### [PROBLEM DETAILS]
Search the records below for the string "middle", and report each line that contains it.

### [EXERCISE DATA]

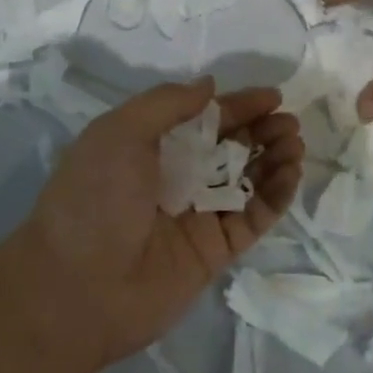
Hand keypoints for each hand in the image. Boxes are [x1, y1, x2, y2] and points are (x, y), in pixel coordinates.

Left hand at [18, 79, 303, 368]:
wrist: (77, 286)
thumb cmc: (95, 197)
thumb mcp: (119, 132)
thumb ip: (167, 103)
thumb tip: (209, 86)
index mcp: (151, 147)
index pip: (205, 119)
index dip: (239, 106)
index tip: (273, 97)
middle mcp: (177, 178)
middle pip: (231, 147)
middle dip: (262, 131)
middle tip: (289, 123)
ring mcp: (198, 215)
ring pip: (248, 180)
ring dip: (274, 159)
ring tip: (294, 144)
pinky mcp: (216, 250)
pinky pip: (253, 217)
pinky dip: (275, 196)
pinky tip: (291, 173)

### [RESULT FOR THIS TASK]
middle mcp: (177, 178)
middle pip: (231, 147)
middle dip: (262, 131)
middle tip: (289, 123)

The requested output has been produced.